What Actually Breaks

Let me be specific, because "it's complicated" is a cop-out.

Context windows are not the bottleneck you think they are. Yes, models have huge context windows now. No, that doesn't mean multi-step agents handle long tasks gracefully. What actually happens is that reasoning quality degrades as context grows. You get the right answer at step 3. By step 15, the agent has "forgotten" a constraint from the original prompt and confidently does something wrong. The model reads the context — it just doesn't weight it correctly.

Tool calling is flaky in ways that compound. A single tool call might succeed 95% of the time. Chain five tools together, and your success rate isn't 95% — it's 0.95^5, which is 77%. Add ten tools? 60%. This math is obvious but people build these pipelines and are surprised when they fail constantly. The error handling story is still not good. Agents often retry blindly, get stuck in loops, or silently produce degraded output.

Instruction following breaks at the edges. The main happy path? Solid. But the moment you hit an edge case the prompt didn't anticipate, behavior gets weird. I've seen agents that were explicitly told "never delete files" start archiving things because "archiving isn't deleting" — technically correct, completely wrong. Writing airtight prompts for arbitrary real-world tasks is genuinely hard and kind of an art form right now.

The Part Nobody Wants to Admit

Agents are most useful when they operate within narrow, well-defined task spaces. The more you constrain them, the better they perform. The irony is that the tighter you define the scope, the more you're back to something that looks a lot like traditional automation — just with a more flexible interface.

That's not a failure. That's just where the technology is.

The teams I've seen ship successful agent systems in production all follow a similar pattern: they resist the urge to make the agent general-purpose. They pick one workflow, instrument it heavily, build fallbacks for the most common failure modes, and keep a human in the loop for anything irreversible. It's less "autonomous AI" and more "AI-assisted automation with good guardrails."

Less impressive as a demo. Actually works.

Where This Is Actually Going

Here's my read on the next 12-18 months:

The models themselves will keep improving — reasoning, instruction following, tool use reliability. That part's basically guaranteed. What's lagging is the infrastructure around agents: observability, debugging tools, eval frameworks, rollback mechanisms. We're building production systems with development-quality tooling, and that gap has to close.

There's also a quiet shift happening from single-agent to multi-agent systems. Smaller, specialized agents with clear contracts between them. One agent that's good at research, one that handles code review, one that manages state — coordinating through well-defined interfaces instead of one general agent trying to do everything. This architecture is harder to demo but much easier to debug and reason about. A few teams are already doing this well.

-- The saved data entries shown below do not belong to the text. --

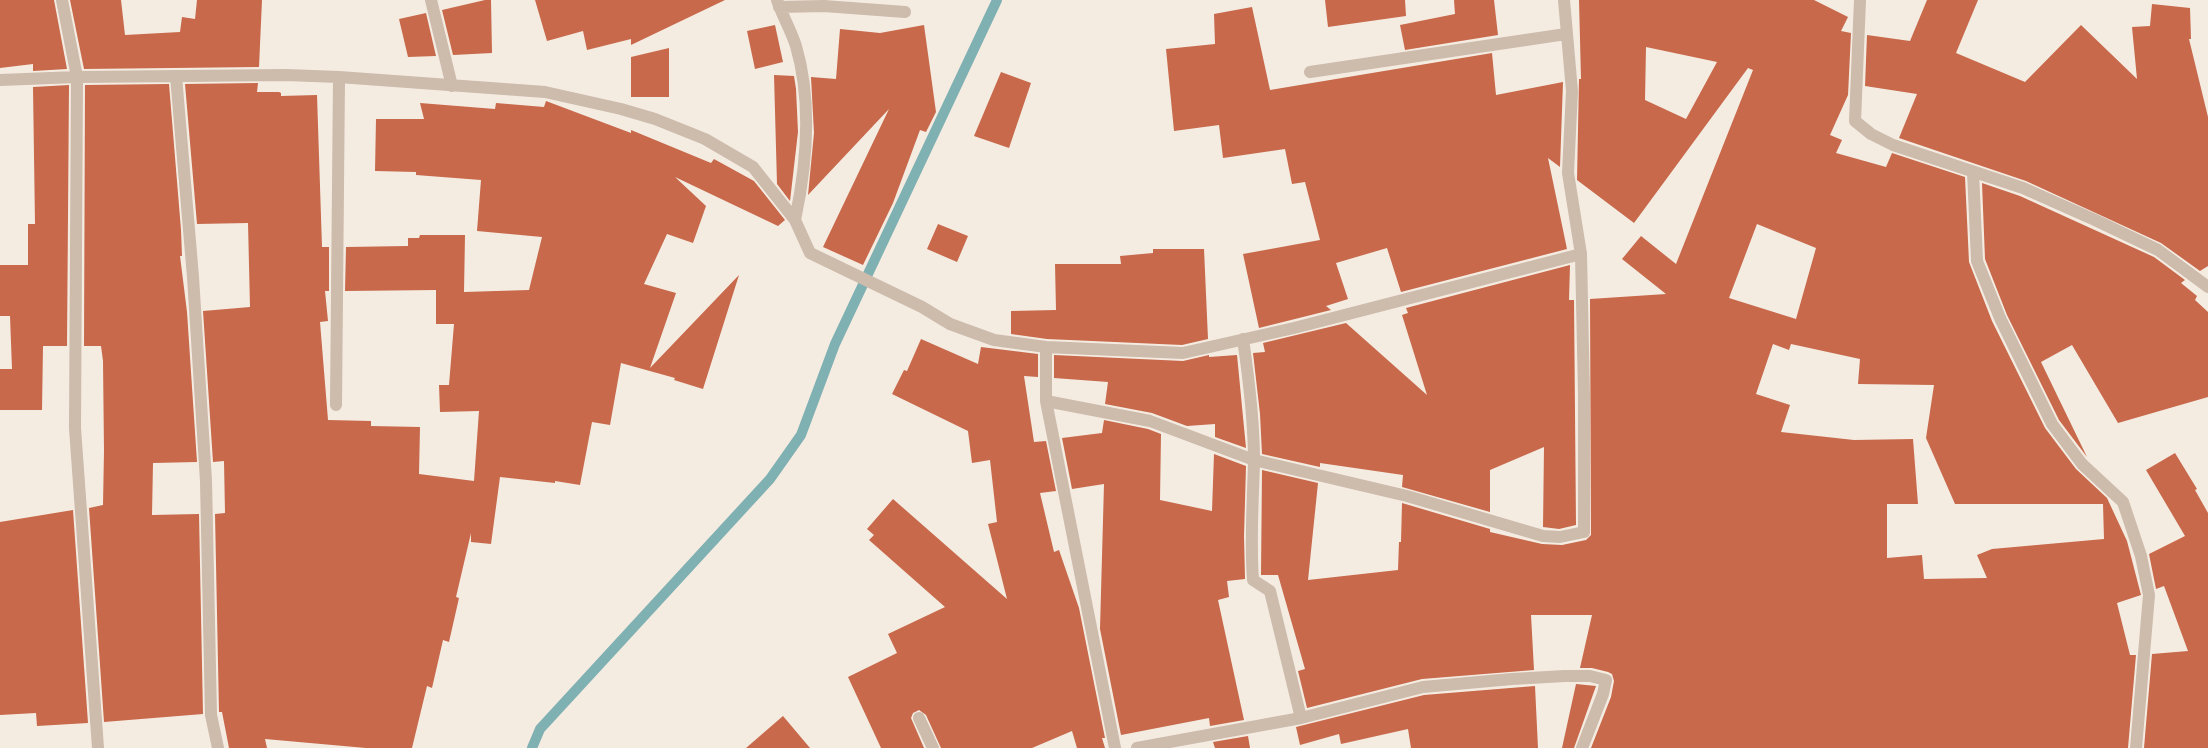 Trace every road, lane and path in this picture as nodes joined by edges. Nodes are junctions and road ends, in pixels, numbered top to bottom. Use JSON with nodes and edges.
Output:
{"nodes":[{"id":1,"x":62,"y":0,"type":"edge"},
{"id":2,"x":431,"y":0,"type":"edge"},
{"id":3,"x":1564,"y":0,"type":"edge"},
{"id":4,"x":1860,"y":0,"type":"edge"},
{"id":5,"x":778,"y":4,"type":"edge"},
{"id":6,"x":905,"y":12,"type":"dead end"},
{"id":7,"x":1566,"y":34,"type":"junction"},
{"id":8,"x":1310,"y":72,"type":"dead end"},
{"id":9,"x":176,"y":76,"type":"junction"},
{"id":10,"x":77,"y":77,"type":"junction"},
{"id":11,"x":339,"y":77,"type":"junction"},
{"id":12,"x":0,"y":80,"type":"edge"},
{"id":13,"x":452,"y":86,"type":"junction"},
{"id":14,"x":1973,"y":172,"type":"junction"},
{"id":15,"x":795,"y":220,"type":"junction"},
{"id":16,"x":1581,"y":254,"type":"junction"},
{"id":17,"x":2208,"y":287,"type":"edge"},
{"id":18,"x":1244,"y":339,"type":"junction"},
{"id":19,"x":1046,"y":347,"type":"junction"},
{"id":20,"x":1046,"y":401,"type":"junction"},
{"id":21,"x":336,"y":405,"type":"dead end"},
{"id":22,"x":1254,"y":460,"type":"junction"},
{"id":23,"x":919,"y":718,"type":"dead end"},
{"id":24,"x":1301,"y":718,"type":"junction"},
{"id":25,"x":98,"y":748,"type":"edge"},
{"id":26,"x":218,"y":748,"type":"edge"},
{"id":27,"x":933,"y":748,"type":"edge"},
{"id":28,"x":1115,"y":748,"type":"edge"},
{"id":29,"x":1137,"y":748,"type":"edge"},
{"id":30,"x":1582,"y":748,"type":"edge"},
{"id":31,"x":2136,"y":748,"type":"edge"}],
"edges":[{"from":1,"to":10,"type":"street"},
{"from":2,"to":13,"type":"street"},
{"from":3,"to":7,"type":"street"},
{"from":4,"to":14,"type":"street"},
{"from":5,"to":6,"type":"street"},
{"from":5,"to":15,"type":"street"},
{"from":7,"to":8,"type":"street"},
{"from":7,"to":16,"type":"street"},
{"from":9,"to":10,"type":"street"},
{"from":9,"to":11,"type":"street"},
{"from":9,"to":26,"type":"street"},
{"from":10,"to":12,"type":"street"},
{"from":10,"to":25,"type":"street"},
{"from":11,"to":13,"type":"street"},
{"from":11,"to":21,"type":"street"},
{"from":13,"to":15,"type":"street"},
{"from":14,"to":17,"type":"street"},
{"from":14,"to":31,"type":"street"},
{"from":15,"to":19,"type":"street"},
{"from":16,"to":18,"type":"street"},
{"from":16,"to":22,"type":"street"},
{"from":18,"to":19,"type":"street"},
{"from":18,"to":22,"type":"street"},
{"from":19,"to":20,"type":"street"},
{"from":20,"to":22,"type":"street"},
{"from":20,"to":28,"type":"street"},
{"from":22,"to":24,"type":"street"},
{"from":23,"to":27,"type":"street"},
{"from":24,"to":29,"type":"street"},
{"from":24,"to":30,"type":"street"}]}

The companies that are going to own this space aren't the ones with the most impressive demos. They're the ones building boring, reliable infrastructure for agent systems that actually hold up under load. Observability platforms. Eval frameworks with real coverage. Prompt management systems that don't require a PhD to operate.

The Honest Take

If you're a developer trying to figure out whether to invest in agents for your product: yes, probably. But set real expectations. Start small. Pick a high-value, narrow workflow where the failure modes are recoverable. Build in human checkpoints. Instrument everything. Expect to spend as much time on reliability as on the initial build.

And when someone shows you a demo of an agent doing something incredible, ask the obvious question: what's the success rate on that in production?

The silence after that question tells you a lot.